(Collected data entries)
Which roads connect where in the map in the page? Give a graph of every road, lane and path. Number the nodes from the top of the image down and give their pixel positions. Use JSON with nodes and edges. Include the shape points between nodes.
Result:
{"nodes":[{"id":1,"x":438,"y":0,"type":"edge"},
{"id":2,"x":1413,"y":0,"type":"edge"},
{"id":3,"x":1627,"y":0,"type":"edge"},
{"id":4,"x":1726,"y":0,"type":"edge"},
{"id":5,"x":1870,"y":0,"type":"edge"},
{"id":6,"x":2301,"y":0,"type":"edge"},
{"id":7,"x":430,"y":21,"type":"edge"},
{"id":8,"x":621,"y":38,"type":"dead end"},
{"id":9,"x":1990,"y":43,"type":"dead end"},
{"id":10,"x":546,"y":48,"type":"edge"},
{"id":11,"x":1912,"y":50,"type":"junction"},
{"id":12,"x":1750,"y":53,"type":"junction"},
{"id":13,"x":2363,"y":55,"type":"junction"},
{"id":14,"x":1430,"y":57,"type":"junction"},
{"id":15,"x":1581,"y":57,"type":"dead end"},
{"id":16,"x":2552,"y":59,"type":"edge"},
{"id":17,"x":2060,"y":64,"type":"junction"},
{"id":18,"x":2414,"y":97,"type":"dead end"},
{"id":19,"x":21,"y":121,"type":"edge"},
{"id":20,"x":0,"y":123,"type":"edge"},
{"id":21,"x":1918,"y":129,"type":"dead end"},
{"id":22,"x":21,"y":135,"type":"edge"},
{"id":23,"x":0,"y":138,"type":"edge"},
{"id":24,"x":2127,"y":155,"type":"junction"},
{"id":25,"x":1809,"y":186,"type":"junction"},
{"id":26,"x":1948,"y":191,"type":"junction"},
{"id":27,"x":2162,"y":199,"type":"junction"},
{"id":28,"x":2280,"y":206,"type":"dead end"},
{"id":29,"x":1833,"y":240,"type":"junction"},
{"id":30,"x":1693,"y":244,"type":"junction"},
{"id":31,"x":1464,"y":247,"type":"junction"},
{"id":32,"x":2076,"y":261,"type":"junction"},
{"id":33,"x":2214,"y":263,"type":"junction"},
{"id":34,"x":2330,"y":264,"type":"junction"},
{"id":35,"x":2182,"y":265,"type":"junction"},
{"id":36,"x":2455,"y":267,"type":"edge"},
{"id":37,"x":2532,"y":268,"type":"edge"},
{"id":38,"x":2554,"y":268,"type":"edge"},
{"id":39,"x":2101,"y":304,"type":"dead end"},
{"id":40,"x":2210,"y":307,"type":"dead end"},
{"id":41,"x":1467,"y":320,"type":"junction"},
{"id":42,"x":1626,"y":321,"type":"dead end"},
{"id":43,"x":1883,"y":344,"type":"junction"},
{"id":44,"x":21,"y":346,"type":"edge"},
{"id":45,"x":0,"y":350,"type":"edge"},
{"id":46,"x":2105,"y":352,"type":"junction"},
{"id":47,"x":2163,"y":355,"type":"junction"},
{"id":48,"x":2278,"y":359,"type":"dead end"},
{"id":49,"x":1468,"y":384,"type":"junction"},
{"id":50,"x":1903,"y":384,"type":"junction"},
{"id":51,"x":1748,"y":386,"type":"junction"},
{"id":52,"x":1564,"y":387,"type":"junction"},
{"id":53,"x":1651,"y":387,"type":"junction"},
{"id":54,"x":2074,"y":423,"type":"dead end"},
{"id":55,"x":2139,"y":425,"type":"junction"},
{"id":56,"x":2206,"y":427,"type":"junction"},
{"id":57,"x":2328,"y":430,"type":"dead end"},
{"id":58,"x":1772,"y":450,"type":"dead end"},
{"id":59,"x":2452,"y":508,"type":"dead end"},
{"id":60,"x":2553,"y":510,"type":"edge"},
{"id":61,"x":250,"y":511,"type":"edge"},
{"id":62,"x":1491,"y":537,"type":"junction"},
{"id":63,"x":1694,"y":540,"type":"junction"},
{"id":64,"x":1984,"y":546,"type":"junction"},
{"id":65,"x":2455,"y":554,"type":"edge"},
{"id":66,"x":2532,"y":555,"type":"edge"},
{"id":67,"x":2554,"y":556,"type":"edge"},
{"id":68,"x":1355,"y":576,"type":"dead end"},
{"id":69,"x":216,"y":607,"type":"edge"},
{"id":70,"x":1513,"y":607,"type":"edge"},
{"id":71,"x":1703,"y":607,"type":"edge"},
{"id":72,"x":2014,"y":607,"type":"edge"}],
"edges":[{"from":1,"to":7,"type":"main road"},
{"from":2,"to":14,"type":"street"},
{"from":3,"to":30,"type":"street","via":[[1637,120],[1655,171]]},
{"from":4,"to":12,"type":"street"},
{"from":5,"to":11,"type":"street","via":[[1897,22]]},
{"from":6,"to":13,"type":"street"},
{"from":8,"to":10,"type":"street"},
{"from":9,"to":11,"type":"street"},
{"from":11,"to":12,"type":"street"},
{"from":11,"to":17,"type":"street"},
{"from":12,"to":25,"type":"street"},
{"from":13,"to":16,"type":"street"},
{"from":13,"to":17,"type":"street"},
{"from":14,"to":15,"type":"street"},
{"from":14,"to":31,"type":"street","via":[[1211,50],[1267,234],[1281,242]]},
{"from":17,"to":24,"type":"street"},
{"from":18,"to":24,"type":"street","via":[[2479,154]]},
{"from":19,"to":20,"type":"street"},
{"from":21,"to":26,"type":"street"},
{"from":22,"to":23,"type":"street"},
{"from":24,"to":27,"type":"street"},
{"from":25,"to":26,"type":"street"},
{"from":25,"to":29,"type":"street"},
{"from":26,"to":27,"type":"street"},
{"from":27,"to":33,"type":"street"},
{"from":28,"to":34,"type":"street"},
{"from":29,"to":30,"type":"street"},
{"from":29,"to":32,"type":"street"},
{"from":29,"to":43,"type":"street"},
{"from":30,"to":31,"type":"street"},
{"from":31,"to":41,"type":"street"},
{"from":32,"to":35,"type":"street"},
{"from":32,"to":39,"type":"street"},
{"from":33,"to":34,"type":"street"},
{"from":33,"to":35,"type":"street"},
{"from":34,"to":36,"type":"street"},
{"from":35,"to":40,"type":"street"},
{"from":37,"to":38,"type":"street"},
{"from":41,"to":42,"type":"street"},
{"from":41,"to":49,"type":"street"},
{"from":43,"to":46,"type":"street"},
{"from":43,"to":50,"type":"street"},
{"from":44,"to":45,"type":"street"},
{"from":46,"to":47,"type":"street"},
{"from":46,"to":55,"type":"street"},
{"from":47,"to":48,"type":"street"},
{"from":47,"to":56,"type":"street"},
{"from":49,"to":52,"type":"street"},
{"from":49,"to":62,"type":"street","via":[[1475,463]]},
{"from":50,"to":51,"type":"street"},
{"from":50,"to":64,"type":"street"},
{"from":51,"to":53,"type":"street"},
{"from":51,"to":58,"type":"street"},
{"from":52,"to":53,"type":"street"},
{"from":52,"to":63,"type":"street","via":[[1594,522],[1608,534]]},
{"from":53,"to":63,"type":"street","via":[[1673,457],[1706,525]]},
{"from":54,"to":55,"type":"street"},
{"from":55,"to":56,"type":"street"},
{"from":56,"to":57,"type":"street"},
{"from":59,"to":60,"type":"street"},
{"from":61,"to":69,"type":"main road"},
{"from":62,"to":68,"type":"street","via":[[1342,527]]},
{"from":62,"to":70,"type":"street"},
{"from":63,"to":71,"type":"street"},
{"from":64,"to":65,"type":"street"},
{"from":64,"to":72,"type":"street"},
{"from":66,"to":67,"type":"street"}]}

§ **EXERCISE GOAL**
Every line above in which the word "road" is present must be copied into the answer.

§ **TASK ANSWER**
Which roads connect where in the map in the page? Give a graph of every road, lane and path. Number the nodes from the top of the image down and give their pixel positions. Use JSON with nodes and edges. Include the shape points between nodes.
"edges":[{"from":1,"to":7,"type":"main road"},
{"from":61,"to":69,"type":"main road"},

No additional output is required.